Placement is the highest-leverage decision: if the compensator sits at the wrong segment, tuning cannot recover margin. This chapter provides review-ready rules and anti-patterns without drifting into protocol text or separate Type-C MUX topics.

• Symmetry: via count, layer transitions, and critical discontinuities match across lanes and orientation paths.
• Return continuity: reference plane does not break; transitions include return stitching (strategy only).
• Monotonic segmenting: the “worst” segment is not extended past the compensator.
• Discontinuity hygiene: avoid sudden impedance shifts near the connector and device pins.
• Local environment: keep local coupling and nearby routing consistent to prevent orientation-specific deltas.

• Compensator is placed near the worst breakpoint; connector-to-device path is minimized.
• No “two long segments” pattern exists; the channel is segmented intentionally.
• A/B orientation paths are geometrically comparable; asymmetry stays within X (relative).
• Reference plane continuity and return strategy are explicitly reviewed and recorded.
• Checklist items are fully traceable in layout review artifacts (copy/paste ready).

Many “works for 5 minutes then drops” failures are not pure SI. Power noise, reference clock quality, and thermal rise can shrink CDR margin or cause adaptive drift. This chapter provides the shortest symptom-to-fix loop with monitor points and threshold placeholders.

• Power ripple @ device pins: monitor point + capture method + limit ≤ X.
• Refclk quality @ device input: monitor point + capture method + limit ≤ X.
• Device temperature / hotspot: monitor point + logging + limit ≤ X.

• In the stress matrix, stability metrics (training success and long-run errors) meet thresholds ≤ X.
• Power ripple, refclk quality, and temperature logs stay within limits ≤ X at defined monitor points.
• No time-dependent drift is observed: long-run behavior does not degrade beyond X.
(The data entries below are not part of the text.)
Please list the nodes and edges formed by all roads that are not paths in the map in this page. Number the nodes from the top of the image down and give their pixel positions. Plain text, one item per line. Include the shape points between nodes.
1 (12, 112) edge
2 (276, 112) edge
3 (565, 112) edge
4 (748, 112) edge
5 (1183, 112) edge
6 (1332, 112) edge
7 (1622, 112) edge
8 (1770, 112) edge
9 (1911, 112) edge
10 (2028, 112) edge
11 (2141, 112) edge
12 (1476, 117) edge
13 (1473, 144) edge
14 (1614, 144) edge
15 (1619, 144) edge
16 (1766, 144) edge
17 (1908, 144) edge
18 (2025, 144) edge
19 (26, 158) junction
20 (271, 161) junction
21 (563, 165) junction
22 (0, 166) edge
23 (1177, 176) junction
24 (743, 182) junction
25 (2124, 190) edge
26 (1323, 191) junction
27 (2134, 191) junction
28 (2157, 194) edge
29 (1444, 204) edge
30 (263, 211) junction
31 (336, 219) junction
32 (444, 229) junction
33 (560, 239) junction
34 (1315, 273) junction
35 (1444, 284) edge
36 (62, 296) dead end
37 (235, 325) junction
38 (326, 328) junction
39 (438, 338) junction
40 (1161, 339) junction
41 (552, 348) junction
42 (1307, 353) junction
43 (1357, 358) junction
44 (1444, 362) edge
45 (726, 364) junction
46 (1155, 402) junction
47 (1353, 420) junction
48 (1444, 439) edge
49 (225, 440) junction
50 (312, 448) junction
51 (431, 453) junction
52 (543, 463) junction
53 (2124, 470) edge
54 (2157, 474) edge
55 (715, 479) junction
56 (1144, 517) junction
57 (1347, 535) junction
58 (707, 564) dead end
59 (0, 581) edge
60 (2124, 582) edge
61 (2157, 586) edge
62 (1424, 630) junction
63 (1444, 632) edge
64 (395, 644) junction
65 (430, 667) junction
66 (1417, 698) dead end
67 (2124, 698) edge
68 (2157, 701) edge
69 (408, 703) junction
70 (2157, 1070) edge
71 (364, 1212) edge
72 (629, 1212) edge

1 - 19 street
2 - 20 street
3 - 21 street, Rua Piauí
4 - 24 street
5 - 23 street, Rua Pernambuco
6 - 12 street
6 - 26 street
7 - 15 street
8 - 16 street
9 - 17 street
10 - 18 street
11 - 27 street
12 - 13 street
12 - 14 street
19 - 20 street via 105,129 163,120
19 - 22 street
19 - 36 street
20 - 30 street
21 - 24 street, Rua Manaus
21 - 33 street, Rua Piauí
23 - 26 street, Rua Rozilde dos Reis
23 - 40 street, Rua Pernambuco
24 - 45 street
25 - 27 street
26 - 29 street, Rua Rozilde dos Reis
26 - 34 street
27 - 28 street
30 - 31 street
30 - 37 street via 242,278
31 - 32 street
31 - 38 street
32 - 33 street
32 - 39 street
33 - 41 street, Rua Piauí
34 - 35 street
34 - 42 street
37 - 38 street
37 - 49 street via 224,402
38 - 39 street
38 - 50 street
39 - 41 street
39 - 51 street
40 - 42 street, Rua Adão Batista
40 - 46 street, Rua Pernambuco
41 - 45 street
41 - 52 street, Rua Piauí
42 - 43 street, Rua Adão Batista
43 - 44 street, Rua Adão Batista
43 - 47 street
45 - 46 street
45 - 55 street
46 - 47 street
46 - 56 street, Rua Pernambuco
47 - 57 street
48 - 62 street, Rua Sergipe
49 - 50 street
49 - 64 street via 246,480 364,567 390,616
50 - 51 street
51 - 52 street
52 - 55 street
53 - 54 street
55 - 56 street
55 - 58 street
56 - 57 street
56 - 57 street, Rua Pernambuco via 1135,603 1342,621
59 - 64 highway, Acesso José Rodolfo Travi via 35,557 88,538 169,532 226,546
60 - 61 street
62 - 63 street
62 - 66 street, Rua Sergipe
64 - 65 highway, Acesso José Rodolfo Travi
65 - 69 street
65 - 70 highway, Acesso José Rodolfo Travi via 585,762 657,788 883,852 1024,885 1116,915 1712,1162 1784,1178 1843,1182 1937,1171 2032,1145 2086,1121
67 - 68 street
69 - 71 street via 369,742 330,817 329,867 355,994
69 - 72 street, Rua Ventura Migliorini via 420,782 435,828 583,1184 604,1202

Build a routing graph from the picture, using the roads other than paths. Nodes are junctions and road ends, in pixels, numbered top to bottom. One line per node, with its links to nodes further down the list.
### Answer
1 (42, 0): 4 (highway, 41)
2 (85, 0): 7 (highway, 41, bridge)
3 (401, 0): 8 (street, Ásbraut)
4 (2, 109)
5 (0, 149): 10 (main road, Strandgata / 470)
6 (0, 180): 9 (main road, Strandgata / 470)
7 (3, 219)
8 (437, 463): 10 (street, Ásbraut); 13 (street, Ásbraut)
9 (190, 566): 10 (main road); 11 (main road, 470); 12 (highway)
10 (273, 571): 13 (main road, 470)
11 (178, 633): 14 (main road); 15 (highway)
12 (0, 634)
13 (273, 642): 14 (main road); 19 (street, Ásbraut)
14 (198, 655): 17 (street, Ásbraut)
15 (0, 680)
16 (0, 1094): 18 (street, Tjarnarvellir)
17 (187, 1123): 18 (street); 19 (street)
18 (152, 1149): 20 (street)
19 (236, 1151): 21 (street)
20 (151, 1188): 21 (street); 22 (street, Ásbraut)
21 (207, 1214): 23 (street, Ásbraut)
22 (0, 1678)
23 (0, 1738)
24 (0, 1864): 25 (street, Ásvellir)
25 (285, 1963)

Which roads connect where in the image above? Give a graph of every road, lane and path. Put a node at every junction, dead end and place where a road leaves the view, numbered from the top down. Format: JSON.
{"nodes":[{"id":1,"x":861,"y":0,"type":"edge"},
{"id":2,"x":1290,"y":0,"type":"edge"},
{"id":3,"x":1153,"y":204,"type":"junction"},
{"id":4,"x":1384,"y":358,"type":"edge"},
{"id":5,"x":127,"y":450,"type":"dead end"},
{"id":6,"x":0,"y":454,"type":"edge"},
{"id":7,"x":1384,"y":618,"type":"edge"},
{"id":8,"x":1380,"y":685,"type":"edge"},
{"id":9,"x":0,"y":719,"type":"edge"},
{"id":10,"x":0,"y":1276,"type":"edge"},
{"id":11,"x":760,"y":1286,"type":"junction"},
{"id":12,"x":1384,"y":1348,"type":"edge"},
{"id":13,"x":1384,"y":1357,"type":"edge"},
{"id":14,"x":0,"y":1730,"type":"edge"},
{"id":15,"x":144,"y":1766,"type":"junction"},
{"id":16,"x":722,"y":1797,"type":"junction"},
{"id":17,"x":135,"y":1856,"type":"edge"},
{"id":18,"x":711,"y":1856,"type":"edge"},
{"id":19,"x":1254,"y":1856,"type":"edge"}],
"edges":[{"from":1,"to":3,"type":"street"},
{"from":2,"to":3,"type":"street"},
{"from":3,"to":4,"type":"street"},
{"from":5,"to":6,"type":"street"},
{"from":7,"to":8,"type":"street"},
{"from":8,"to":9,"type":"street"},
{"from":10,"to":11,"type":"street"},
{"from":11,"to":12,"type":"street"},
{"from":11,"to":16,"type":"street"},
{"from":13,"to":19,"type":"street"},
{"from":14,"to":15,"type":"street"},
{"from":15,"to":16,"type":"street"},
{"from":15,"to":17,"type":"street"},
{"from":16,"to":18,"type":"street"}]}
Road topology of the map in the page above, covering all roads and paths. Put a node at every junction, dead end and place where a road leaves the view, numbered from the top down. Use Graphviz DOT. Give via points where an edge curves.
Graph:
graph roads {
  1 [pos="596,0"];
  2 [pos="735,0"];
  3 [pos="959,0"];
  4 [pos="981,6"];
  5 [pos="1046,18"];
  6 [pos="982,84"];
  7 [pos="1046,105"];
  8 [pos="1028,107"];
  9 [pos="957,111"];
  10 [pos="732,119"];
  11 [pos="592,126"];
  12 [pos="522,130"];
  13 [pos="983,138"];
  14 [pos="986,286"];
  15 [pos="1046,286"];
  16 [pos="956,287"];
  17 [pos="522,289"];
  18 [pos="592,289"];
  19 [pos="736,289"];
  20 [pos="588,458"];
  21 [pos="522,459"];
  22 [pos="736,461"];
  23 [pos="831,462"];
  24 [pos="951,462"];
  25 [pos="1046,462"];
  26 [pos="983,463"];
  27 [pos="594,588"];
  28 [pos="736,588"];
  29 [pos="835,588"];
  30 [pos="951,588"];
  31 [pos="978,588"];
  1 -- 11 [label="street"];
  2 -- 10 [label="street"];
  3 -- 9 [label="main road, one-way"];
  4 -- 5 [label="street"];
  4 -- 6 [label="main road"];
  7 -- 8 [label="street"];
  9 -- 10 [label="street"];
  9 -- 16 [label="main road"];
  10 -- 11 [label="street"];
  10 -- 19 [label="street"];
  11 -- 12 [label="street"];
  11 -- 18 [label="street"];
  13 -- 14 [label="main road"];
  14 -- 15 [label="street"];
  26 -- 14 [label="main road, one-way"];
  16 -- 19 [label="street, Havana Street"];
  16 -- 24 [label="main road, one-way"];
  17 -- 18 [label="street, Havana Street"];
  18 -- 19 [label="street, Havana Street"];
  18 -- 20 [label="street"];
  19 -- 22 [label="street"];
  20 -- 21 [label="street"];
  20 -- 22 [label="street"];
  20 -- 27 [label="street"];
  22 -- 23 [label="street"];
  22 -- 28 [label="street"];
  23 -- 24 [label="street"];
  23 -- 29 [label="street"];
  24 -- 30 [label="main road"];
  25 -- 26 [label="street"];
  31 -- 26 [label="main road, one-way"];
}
Convert ad-hoc debugging into a repeatable workflow: freeze variables, apply minimal physical fixes first, then scan EQ/training settings, and finally use correlation (temperature/voltage/orientation/load) to isolate silent killers. Every step must output recordable data points for QA gates.

• Each step produces a recordable artifact (matrix grid, scan table, correlation note, final snapshot).
• Failures can be reproduced from Step 0 within time-to-fail ≤ X (placeholder).
• Final settings remain stable across the minimal regression matrix with thresholds ≤ X.

Convert the entire topic into a gate-based checklist that teams can execute and audit. Each gate requires concrete evidence types (logs, screenshots, measurements, snapshots) with threshold placeholders.

• □ Channel loss/breakpoint budget documented (relative buckets; no spec quoting).
• □ Redriver vs retimer decision recorded with input assumptions (loss dominance / jitter risk / complexity).
• □ Placement strategy approved: near worst breakpoint; no “two-long-segment” pattern.
• □ Orientation robustness planned: geometry and path symmetry targets defined (placeholder X).
• □ Return continuity risks identified and mitigations listed (strategy-level).

• □ Test matrix frozen (cable bucket / orientation / rate / temperature / power).
• □ Minimal physical fixes completed and recorded (termination/topology/asymmetry).
• □ EQ/training scan completed with rollback rule and stable region selection.
• □ Correlation analysis done (temperature/voltage/orientation/load) with root-cause bucket.
• □ Monitor points logged: power ripple / refclk quality / device temperature (limits ≤ X).

• □ Configuration locked: version tag + checksum + restore procedure documented.
• □ Tolerance window defined for corners (acceptance ≤ X placeholders).
• □ Sampling strategy defined: minimal regression + audit frequency (placeholders).
• □ Failure triage template published: Fail → Step 0..4 fields for quick reproduction.
• □ Field reproduction pack prepared: matrix subset + logging recipe + snapshot form.

• All gates are checkable and auditable; each item maps to a tangible evidence artifact.
• Evidence types are standardized (logs / measurements / snapshots / regression results).
• Any failure can be routed back to H2-9 Step 0..4 fields for fast reproduction and closure.